## Extracted material
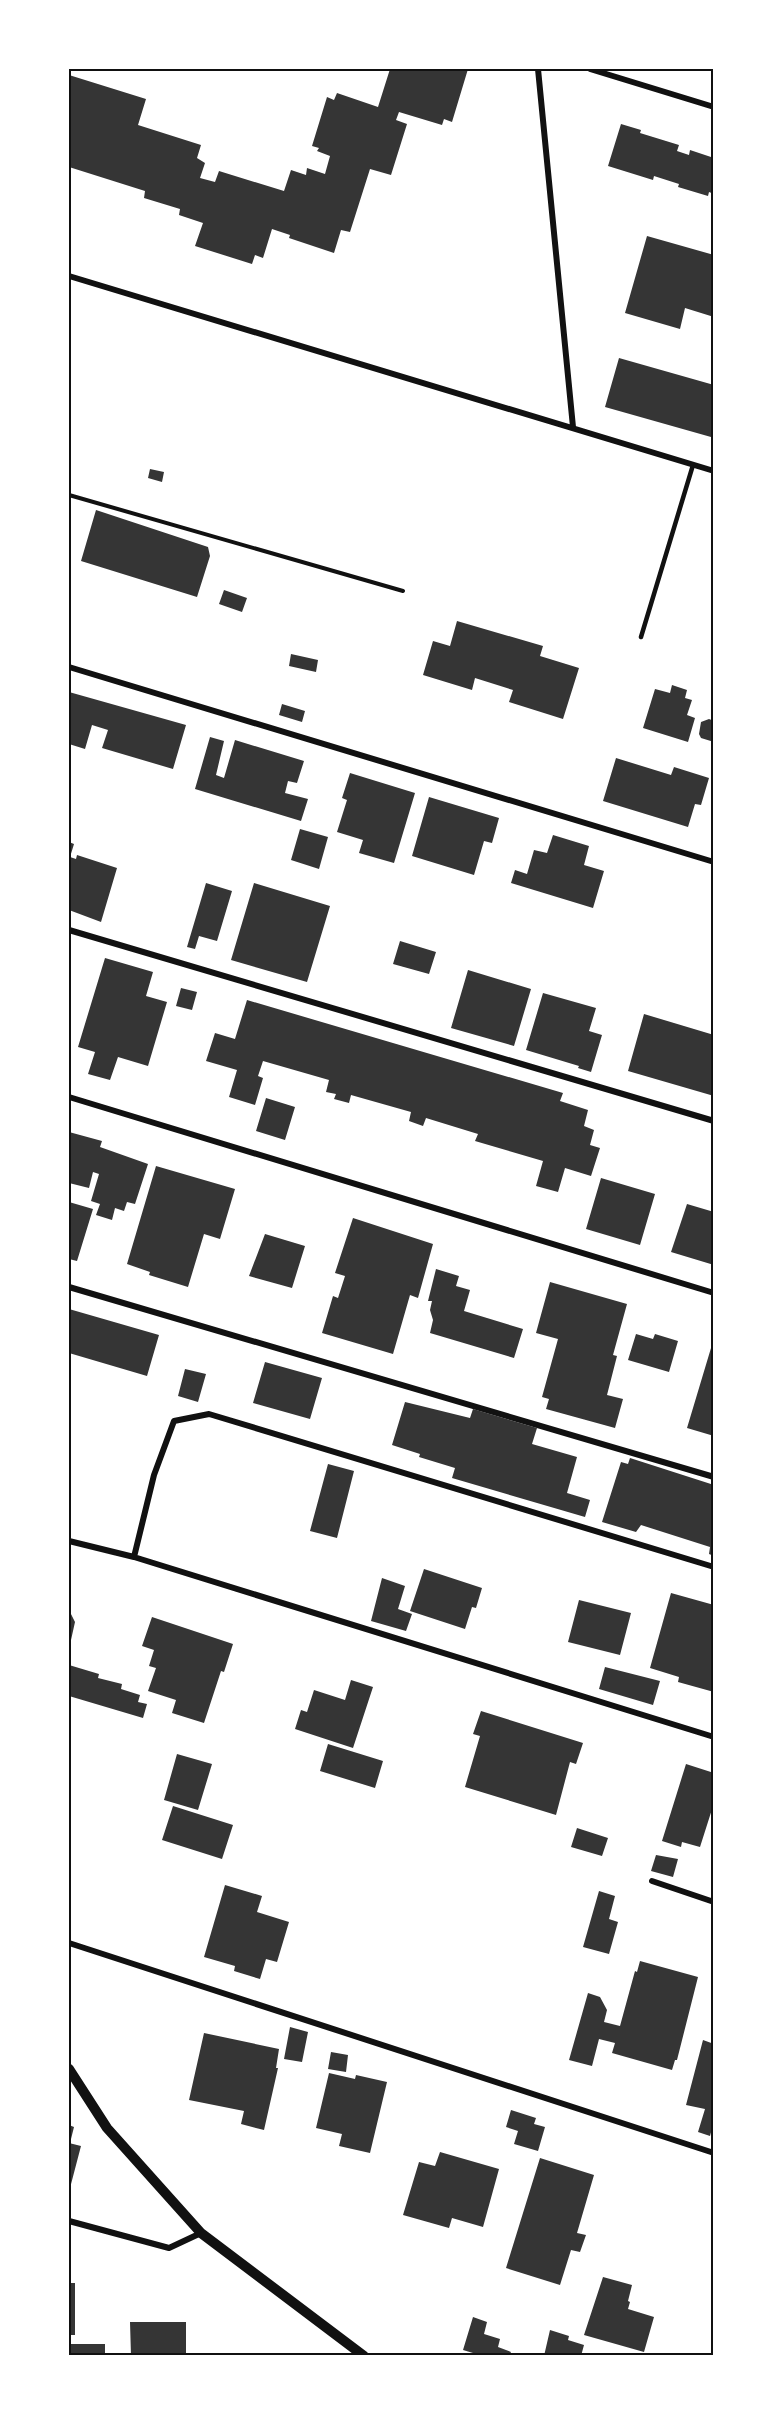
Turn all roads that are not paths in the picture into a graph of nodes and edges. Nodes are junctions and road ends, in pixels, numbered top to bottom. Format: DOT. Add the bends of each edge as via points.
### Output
graph roads {
  1 [pos="538,69"];
  2 [pos="590,69"];
  3 [pos="714,107"];
  4 [pos="69,276"];
  5 [pos="573,428"];
  6 [pos="693,465"];
  7 [pos="714,471"];
  8 [pos="641,636"];
  9 [pos="69,667"];
  10 [pos="714,862"];
  11 [pos="69,930"];
  12 [pos="69,1097"];
  13 [pos="714,1121"];
  14 [pos="69,1287"];
  15 [pos="714,1293"];
  16 [pos="714,1477"];
  17 [pos="69,1541"];
  18 [pos="134,1557"];
  19 [pos="714,1567"];
  20 [pos="714,1737"];
  21 [pos="652,1881"];
  22 [pos="714,1902"];
  23 [pos="69,1943"];
  24 [pos="69,2069"];
  25 [pos="714,2152"];
  26 [pos="69,2221"];
  27 [pos="201,2233"];
  28 [pos="362,2355"];
  1 -- 5 [label="street"];
  2 -- 3 [label="street"];
  4 -- 5 [label="street"];
  5 -- 6 [label="street"];
  6 -- 7 [label="street"];
  6 -- 8 [label="lane"];
  9 -- 10 [label="street"];
  11 -- 13 [label="street"];
  12 -- 15 [label="street"];
  14 -- 16 [label="street"];
  17 -- 18 [label="street"];
  18 -- 19 [label="street" via="154,1475 174,1421 209,1414"];
  18 -- 20 [label="street"];
  21 -- 22 [label="street"];
  23 -- 25 [label="street"];
  24 -- 27 [label="street" via="107,2128"];
  26 -- 27 [label="street" via="169,2248"];
  27 -- 28 [label="street"];
}
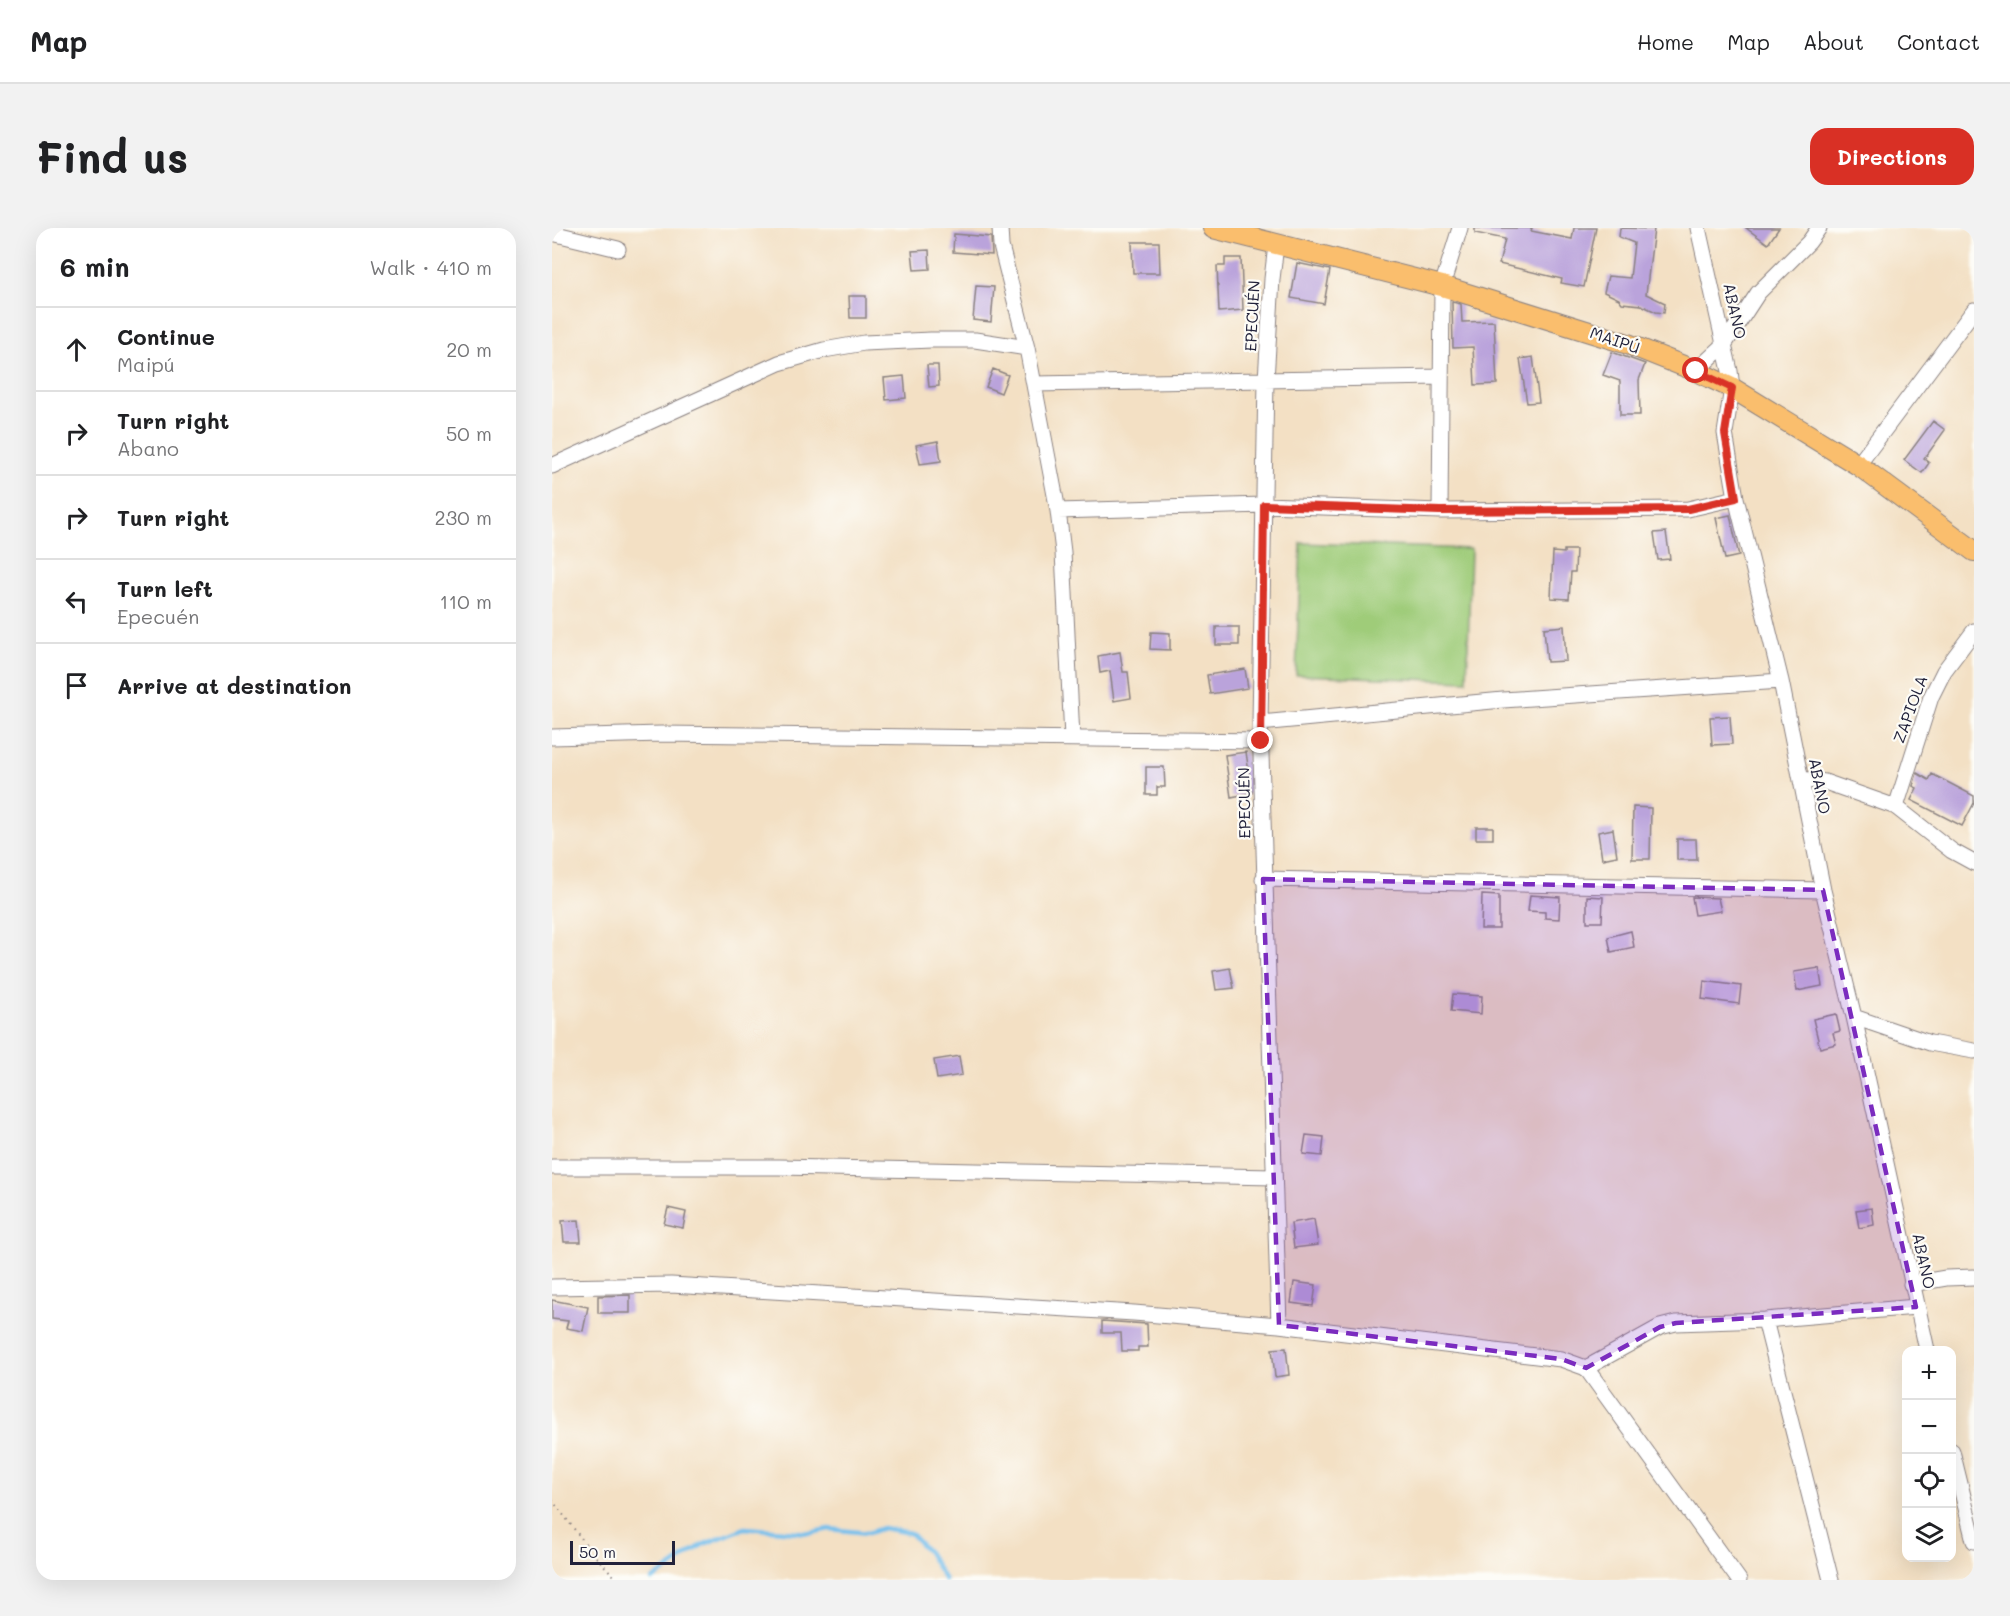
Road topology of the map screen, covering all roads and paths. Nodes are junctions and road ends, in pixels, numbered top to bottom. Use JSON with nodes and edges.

## Problem to solve
Pictures are not part of the copy; retype all the other material exactly.

## Result for this exercise
Turn all roads that are not paths in the picture into a graph of nodes and edges. Nodes are junctions and road ends, in pixels, numbered top to bottom. Format: DOT. Add the bends of each edge as via points.
### Output
graph roads {
  1 [pos="538,69"];
  2 [pos="590,69"];
  3 [pos="714,107"];
  4 [pos="69,276"];
  5 [pos="573,428"];
  6 [pos="693,465"];
  7 [pos="714,471"];
  8 [pos="641,636"];
  9 [pos="69,667"];
  10 [pos="714,862"];
  11 [pos="69,930"];
  12 [pos="69,1097"];
  13 [pos="714,1121"];
  14 [pos="69,1287"];
  15 [pos="714,1293"];
  16 [pos="714,1477"];
  17 [pos="69,1541"];
  18 [pos="134,1557"];
  19 [pos="714,1567"];
  20 [pos="714,1737"];
  21 [pos="652,1881"];
  22 [pos="714,1902"];
  23 [pos="69,1943"];
  24 [pos="69,2069"];
  25 [pos="714,2152"];
  26 [pos="69,2221"];
  27 [pos="201,2233"];
  28 [pos="362,2355"];
  1 -- 5 [label="street"];
  2 -- 3 [label="street"];
  4 -- 5 [label="street"];
  5 -- 6 [label="street"];
  6 -- 7 [label="street"];
  6 -- 8 [label="lane"];
  9 -- 10 [label="street"];
  11 -- 13 [label="street"];
  12 -- 15 [label="street"];
  14 -- 16 [label="street"];
  17 -- 18 [label="street"];
  18 -- 19 [label="street" via="154,1475 174,1421 209,1414"];
  18 -- 20 [label="street"];
  21 -- 22 [label="street"];
  23 -- 25 [label="street"];
  24 -- 27 [label="street" via="107,2128"];
  26 -- 27 [label="street" via="169,2248"];
  27 -- 28 [label="street"];
}
Road topology of the map screen, covering all roads and paths. Nodes are junctions and road ends, in pixels, numbered top to bottom. Use JSON with nodes and edges.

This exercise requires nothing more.